I process my buildchain via Gitlab CI. Besides the actual build of the application, the frontend assets, numerous tests are executed, the code quality is checked and finally the finished website is deployed. That's where some jobs come together. How nice would it be if there were always enough Gitlab runners available? We need autoscale Gitlab runners. A manual.
Gitlab-Runner: Autoscaling in the HETZNER cloud.
Why do I need a Gitlab runner?
Every job within the Gitlab CI is done by a runner. This runner is nothing special in itself; it receives a task from the Gitlab server (e.g. "Build the application", "Test syntax for validity" or "Deploy the result to the production server") and the appropriate data (usually the Gitlab repository) and processes it - the result is sent back (if desired) and is then available for subsequent jobs.
A Gitlab runner usually has no memory, but can remember things (especially important for caching).
Now you can easily register Gitlab Runner on a server to take your first steps with Gitlab CI. But as soon as you start using this tool seriously, you will find out that jobs have to wait too long because no runner is free. But we want to process the buildchain as fast as possible and waiting is dead time.
The first reaction to a defect is: More of it! We need Runner! But at the latest when these runners are distributed over several servers - and you get to this point faster than you think: runners can generate a lot of load on a server! - there is a new problem: Runners on different servers cannot share a cache easily. But this makes the buildchain slower again. A dilemma.
There's also an economic aspect: very few of us will work around the clock. Like everywhere else, there are phases when the air is burning and you need Runners without end; but then (typically at night and on weekends) it is completely quiet and there is nothing to do. And there are normal working days when there is much less running through the build chains than usual.
Keeping all the runners you need at peak times available at all times is economic and ecological nonsense.
So the goal is to have many runners available whenever we need them. And if we don't need them, they should shut down. We need autoscaling!
Gitlab Runners are an excellent example of where, in my opinion, cloud computing makes sense. The runners themselves have no dependencies on each other; it's just a small software army waiting for work and getting it done. Whether there is one, three or five hundred runners doesn't matter to the buildchain.

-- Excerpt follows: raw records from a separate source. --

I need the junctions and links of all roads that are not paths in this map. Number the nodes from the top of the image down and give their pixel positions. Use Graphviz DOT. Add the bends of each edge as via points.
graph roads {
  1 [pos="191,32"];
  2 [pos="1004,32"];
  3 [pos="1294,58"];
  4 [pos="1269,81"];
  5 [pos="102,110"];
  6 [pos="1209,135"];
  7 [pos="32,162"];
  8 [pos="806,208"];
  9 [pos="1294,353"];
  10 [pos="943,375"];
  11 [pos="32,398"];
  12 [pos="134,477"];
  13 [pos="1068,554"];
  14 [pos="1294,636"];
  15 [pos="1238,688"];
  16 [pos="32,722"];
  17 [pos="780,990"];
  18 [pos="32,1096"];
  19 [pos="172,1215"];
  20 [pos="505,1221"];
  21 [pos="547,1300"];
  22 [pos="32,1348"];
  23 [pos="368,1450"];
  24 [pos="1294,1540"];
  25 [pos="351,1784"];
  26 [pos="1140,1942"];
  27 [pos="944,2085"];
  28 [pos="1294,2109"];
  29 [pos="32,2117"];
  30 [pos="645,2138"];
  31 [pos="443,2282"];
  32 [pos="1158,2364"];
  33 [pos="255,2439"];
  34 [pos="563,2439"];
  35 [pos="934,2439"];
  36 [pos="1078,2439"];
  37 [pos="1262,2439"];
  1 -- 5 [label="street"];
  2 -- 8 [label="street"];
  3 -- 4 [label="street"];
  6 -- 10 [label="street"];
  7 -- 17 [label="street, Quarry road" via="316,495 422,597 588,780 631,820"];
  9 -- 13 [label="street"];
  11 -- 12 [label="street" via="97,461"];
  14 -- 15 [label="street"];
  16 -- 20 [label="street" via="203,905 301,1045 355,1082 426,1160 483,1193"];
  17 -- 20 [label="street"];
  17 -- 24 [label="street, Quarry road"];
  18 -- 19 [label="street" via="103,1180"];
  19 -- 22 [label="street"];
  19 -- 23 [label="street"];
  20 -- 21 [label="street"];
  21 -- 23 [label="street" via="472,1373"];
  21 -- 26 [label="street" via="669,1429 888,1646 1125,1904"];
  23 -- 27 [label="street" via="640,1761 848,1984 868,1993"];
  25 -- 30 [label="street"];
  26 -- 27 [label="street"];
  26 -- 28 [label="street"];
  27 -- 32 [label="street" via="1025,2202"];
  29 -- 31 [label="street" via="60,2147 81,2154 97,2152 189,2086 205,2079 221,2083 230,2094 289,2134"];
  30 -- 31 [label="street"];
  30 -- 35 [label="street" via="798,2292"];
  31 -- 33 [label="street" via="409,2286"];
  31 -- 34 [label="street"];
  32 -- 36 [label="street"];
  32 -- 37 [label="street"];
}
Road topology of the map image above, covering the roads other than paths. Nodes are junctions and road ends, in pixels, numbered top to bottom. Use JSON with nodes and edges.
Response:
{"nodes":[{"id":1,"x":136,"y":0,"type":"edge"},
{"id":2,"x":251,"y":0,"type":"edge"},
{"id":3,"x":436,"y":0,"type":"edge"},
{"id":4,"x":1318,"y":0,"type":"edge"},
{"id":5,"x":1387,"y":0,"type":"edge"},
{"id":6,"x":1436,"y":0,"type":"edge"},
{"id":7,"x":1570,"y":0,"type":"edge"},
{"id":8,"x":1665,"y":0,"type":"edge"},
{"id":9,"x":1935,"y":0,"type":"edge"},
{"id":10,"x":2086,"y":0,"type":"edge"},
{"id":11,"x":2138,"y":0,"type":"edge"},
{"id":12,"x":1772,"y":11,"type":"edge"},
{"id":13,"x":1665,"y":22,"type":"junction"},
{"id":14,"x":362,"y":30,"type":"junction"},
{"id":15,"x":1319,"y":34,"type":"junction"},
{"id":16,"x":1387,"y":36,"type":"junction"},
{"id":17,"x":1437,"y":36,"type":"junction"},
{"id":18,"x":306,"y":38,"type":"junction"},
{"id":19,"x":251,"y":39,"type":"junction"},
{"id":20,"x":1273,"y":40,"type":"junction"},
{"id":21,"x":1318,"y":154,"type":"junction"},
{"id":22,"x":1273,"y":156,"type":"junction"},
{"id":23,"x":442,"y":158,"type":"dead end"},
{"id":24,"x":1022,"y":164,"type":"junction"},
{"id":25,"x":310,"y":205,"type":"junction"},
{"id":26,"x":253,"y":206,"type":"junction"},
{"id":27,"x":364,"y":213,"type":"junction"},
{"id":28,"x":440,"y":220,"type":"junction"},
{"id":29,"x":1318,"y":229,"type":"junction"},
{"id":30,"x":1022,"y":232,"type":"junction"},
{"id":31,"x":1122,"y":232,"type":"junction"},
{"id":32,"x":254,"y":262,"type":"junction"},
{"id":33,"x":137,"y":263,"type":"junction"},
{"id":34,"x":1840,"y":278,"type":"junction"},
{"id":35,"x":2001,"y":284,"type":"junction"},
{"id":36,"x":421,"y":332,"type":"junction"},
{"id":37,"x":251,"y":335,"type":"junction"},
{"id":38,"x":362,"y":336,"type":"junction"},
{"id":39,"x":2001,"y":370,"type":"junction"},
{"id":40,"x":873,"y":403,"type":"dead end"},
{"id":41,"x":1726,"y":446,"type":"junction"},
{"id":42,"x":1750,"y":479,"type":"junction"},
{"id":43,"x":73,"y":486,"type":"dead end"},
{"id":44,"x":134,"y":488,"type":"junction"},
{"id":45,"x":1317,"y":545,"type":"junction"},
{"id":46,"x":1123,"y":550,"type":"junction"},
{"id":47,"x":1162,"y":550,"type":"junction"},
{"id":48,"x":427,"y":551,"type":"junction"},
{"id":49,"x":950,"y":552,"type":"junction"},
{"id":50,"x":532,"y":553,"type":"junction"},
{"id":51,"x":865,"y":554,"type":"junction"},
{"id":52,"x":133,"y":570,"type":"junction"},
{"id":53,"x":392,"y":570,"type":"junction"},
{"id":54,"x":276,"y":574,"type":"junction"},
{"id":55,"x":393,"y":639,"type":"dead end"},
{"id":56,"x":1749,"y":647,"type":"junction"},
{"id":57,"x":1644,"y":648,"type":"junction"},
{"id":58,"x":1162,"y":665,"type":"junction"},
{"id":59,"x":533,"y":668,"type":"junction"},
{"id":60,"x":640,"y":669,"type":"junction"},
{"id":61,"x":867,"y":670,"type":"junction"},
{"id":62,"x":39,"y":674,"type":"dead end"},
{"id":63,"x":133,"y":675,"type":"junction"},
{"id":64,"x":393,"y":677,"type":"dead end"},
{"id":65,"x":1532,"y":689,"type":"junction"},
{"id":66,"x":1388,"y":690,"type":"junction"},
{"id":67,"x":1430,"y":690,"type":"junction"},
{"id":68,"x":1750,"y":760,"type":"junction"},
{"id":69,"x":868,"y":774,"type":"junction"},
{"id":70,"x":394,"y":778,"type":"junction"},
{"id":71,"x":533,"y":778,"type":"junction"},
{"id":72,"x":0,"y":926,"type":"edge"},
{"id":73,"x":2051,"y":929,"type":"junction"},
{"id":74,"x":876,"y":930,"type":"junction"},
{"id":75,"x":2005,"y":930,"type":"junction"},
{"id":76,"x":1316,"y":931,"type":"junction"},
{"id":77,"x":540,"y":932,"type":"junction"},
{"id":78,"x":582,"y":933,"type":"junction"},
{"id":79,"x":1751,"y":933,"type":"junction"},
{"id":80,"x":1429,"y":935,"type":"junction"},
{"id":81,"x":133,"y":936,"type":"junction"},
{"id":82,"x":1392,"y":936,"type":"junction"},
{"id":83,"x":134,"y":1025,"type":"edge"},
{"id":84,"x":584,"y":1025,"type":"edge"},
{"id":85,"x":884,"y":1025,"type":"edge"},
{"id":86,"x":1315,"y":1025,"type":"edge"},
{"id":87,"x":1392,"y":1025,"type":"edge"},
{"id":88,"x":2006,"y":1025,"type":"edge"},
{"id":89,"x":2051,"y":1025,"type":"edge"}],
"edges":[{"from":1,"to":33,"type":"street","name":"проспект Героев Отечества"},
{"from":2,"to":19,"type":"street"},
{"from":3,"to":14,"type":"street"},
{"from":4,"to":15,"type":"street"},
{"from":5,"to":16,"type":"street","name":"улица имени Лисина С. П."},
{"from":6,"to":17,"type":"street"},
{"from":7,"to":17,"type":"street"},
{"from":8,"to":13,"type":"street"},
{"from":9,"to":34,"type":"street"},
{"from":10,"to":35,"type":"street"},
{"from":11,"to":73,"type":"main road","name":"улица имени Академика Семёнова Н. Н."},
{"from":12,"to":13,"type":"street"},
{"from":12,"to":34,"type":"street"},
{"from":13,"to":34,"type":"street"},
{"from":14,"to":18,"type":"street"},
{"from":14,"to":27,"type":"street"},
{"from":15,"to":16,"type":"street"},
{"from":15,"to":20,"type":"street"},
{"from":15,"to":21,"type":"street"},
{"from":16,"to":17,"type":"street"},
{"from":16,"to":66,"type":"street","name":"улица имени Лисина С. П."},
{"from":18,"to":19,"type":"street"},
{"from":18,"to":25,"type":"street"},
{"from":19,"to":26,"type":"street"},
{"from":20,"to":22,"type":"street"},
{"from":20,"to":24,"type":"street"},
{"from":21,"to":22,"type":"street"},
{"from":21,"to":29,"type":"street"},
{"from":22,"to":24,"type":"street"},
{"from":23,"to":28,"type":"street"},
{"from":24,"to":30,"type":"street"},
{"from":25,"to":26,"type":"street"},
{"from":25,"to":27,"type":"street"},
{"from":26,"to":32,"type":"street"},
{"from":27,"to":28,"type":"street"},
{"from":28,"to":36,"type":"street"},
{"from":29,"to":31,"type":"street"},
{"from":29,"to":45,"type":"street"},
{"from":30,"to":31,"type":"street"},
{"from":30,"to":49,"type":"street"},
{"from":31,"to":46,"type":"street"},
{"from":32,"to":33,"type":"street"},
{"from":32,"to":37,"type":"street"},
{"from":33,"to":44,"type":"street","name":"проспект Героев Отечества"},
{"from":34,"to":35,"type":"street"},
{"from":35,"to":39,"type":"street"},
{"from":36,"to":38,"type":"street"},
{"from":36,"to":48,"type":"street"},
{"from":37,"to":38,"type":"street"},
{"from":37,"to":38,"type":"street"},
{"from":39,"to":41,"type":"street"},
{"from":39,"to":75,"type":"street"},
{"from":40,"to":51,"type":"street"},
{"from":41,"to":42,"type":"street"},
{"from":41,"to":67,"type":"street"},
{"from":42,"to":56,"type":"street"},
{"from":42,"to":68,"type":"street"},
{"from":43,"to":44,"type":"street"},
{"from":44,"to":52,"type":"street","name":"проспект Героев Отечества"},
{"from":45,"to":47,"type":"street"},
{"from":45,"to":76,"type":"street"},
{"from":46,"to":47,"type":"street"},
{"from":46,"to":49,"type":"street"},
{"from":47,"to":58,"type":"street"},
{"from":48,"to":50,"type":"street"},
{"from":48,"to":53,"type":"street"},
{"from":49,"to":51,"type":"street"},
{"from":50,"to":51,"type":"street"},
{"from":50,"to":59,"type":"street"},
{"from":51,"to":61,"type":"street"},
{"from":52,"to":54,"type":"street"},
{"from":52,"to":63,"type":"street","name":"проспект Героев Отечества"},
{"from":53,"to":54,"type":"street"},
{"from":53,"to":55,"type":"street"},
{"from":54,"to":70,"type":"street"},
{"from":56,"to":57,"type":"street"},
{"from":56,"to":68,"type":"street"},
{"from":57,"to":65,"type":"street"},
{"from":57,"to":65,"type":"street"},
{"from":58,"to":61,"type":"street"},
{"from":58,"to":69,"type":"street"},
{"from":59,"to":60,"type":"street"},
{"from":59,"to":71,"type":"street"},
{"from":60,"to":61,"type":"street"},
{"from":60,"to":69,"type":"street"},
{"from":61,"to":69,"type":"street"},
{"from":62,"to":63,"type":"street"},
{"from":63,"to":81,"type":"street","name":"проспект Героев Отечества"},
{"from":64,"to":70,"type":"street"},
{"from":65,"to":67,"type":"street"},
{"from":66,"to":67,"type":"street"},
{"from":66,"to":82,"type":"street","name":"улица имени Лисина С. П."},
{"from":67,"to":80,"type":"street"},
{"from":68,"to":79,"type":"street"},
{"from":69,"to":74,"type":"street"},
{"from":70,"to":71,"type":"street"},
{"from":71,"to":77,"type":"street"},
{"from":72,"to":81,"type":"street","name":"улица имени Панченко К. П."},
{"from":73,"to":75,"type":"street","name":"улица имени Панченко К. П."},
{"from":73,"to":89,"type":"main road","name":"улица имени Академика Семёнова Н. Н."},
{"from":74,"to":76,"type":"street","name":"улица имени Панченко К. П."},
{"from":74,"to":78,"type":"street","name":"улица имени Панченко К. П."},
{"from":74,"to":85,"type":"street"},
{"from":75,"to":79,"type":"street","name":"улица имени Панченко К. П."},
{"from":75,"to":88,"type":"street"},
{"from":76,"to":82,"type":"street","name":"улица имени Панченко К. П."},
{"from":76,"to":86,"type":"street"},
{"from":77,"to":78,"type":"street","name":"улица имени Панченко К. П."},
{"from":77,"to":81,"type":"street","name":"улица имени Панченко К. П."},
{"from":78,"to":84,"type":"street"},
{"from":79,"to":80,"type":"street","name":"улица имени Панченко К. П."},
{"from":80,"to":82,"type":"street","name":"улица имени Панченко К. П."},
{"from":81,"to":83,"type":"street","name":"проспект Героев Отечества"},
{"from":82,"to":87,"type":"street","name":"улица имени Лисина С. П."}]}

Choosing the right cloud provider
Here there is no right or wrong in the actual sense. Basically all providers of cloud solutions are suitable for this, as long as they provide an appropriate API to start, configure and delete servers automatically.
This is of course the case with the big ones: Amazon AWS, Google Cloud-Front, Microsoft Azure, Akamai, Digital Ocean etc. can all do this. I have chosen the cloud offer from HETZNER because on the one hand I have had servers with this provider for a long time and have always had good experience with support. On the other hand the server location is selectable and you can choose e.g. servers in Germany if you want to (which I do).
HETZNER's prices are very fair: the smallest server is available for just under 3,- €/month if it runs without interruption. Since we may have a lot of switching times, I made a point of choosing a tariff that only charges for the pure running time and no setup costs or the like.
For the Gitlab runners I chose the CX21 servers. These offer enough power to process the jobs, but with 1 ct/hour they are still very cheap. The CX11 servers are enough to try out, but for larger jobs I came to the limit of the main memory.
If you would like to test this on the HETZNER cloud, you can register here: https://hetzner.cloud/?ref=wNQZvWvSsgiI (If you register via this link, I will receive a small commission in the form of cloud credit from HETZNER)
For our orchestra of Gitlab runners to work, we need a conductor. The conductor will take the jobs from Gitlab CI and assign them to the runners. At the same time, the conductor ensures that there are always enough runners available and shuts down runners that are no longer needed.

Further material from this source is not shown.